[Saved entries]
BEGIN

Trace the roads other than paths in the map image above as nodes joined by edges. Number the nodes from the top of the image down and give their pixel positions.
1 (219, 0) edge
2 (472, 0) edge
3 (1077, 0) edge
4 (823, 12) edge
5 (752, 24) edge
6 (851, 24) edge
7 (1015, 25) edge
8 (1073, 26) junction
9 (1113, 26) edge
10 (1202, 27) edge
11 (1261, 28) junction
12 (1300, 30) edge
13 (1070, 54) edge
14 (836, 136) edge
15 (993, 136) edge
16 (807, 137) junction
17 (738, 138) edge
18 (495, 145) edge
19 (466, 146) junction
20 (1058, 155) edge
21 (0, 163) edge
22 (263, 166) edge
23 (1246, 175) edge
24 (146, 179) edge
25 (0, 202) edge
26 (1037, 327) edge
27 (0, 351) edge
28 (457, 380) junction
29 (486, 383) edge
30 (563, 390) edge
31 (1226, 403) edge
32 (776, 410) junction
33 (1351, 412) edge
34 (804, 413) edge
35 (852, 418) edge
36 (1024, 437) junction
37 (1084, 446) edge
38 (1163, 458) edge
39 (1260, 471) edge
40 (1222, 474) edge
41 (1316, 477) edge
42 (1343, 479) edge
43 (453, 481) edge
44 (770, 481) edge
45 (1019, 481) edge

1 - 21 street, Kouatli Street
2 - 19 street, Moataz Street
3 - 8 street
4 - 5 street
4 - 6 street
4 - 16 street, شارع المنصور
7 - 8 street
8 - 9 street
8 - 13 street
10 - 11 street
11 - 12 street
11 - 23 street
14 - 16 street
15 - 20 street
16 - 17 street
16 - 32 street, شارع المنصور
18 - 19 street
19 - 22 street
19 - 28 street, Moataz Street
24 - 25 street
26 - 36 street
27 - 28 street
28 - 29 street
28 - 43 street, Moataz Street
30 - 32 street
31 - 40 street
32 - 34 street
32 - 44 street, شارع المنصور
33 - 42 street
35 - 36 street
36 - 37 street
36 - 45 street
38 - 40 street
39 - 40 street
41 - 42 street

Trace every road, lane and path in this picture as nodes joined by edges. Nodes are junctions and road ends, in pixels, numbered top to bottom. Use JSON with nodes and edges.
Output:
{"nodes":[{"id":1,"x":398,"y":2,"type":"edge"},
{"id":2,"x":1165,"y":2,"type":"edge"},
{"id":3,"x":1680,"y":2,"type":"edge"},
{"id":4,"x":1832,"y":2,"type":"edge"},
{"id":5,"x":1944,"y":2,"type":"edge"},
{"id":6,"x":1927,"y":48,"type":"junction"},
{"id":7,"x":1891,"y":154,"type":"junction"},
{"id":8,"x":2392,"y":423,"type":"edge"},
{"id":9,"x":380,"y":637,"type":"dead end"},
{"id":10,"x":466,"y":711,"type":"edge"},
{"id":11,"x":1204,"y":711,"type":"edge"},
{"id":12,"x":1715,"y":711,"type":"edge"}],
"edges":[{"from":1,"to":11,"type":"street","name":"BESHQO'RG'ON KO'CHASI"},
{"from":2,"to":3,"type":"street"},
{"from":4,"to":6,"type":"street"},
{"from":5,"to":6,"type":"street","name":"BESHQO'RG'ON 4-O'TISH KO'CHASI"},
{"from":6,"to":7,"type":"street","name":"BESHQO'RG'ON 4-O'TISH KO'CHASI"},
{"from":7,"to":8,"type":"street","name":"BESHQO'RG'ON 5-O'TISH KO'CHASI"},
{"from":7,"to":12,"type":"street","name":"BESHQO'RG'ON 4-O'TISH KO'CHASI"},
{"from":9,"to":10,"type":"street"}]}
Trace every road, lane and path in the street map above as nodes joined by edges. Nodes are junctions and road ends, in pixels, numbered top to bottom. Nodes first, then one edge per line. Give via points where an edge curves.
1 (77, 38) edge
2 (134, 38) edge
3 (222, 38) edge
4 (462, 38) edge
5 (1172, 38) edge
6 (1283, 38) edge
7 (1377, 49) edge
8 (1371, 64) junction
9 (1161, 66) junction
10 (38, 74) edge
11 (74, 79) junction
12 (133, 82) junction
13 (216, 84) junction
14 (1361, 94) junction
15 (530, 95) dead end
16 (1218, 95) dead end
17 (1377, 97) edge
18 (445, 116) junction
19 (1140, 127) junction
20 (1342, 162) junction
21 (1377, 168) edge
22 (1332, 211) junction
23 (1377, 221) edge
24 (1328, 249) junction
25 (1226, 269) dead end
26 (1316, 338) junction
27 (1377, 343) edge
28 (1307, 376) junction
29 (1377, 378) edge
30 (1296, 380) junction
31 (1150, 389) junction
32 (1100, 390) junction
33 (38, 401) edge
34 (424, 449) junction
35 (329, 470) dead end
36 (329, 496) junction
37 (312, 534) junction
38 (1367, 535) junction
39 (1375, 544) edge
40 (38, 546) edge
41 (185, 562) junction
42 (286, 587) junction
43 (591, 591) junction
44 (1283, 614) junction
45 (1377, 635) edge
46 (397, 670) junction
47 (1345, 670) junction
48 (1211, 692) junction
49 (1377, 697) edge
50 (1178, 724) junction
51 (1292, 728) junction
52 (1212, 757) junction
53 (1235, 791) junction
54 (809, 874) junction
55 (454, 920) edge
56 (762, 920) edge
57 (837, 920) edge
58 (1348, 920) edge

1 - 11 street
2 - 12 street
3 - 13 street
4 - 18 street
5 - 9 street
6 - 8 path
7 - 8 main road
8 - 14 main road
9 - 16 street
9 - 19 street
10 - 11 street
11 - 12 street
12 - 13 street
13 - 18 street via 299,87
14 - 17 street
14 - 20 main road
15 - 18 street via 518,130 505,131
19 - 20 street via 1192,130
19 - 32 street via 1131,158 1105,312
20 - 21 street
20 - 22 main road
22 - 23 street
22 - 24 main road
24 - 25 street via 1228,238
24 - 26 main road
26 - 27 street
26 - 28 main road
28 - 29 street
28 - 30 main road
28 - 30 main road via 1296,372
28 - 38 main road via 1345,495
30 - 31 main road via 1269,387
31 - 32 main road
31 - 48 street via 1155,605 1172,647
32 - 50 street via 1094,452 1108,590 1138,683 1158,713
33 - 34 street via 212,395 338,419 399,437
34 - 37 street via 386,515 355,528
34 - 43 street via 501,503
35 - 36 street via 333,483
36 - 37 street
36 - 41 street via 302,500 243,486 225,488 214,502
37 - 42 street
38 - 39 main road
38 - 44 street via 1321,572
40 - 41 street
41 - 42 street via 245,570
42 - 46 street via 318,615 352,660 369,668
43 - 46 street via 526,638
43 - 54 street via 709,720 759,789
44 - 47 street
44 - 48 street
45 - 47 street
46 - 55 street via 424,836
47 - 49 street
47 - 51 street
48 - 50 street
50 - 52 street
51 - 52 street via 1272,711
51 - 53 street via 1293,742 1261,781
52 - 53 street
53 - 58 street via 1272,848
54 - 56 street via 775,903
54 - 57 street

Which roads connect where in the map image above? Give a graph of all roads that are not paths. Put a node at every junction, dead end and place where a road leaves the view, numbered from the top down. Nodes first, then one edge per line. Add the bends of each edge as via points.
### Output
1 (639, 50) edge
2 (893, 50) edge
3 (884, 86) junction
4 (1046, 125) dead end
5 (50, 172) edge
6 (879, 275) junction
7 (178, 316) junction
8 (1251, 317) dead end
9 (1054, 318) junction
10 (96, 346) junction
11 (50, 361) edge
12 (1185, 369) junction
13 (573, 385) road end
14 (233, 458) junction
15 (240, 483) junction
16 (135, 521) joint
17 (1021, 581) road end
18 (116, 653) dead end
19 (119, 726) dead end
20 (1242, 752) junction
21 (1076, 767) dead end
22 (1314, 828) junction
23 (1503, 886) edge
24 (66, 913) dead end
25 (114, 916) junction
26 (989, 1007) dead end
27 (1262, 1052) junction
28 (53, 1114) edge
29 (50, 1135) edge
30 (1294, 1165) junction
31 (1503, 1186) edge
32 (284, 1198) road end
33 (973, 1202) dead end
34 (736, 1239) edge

END

Number of lines above containing the word "bottom": state it and add nothing else.

2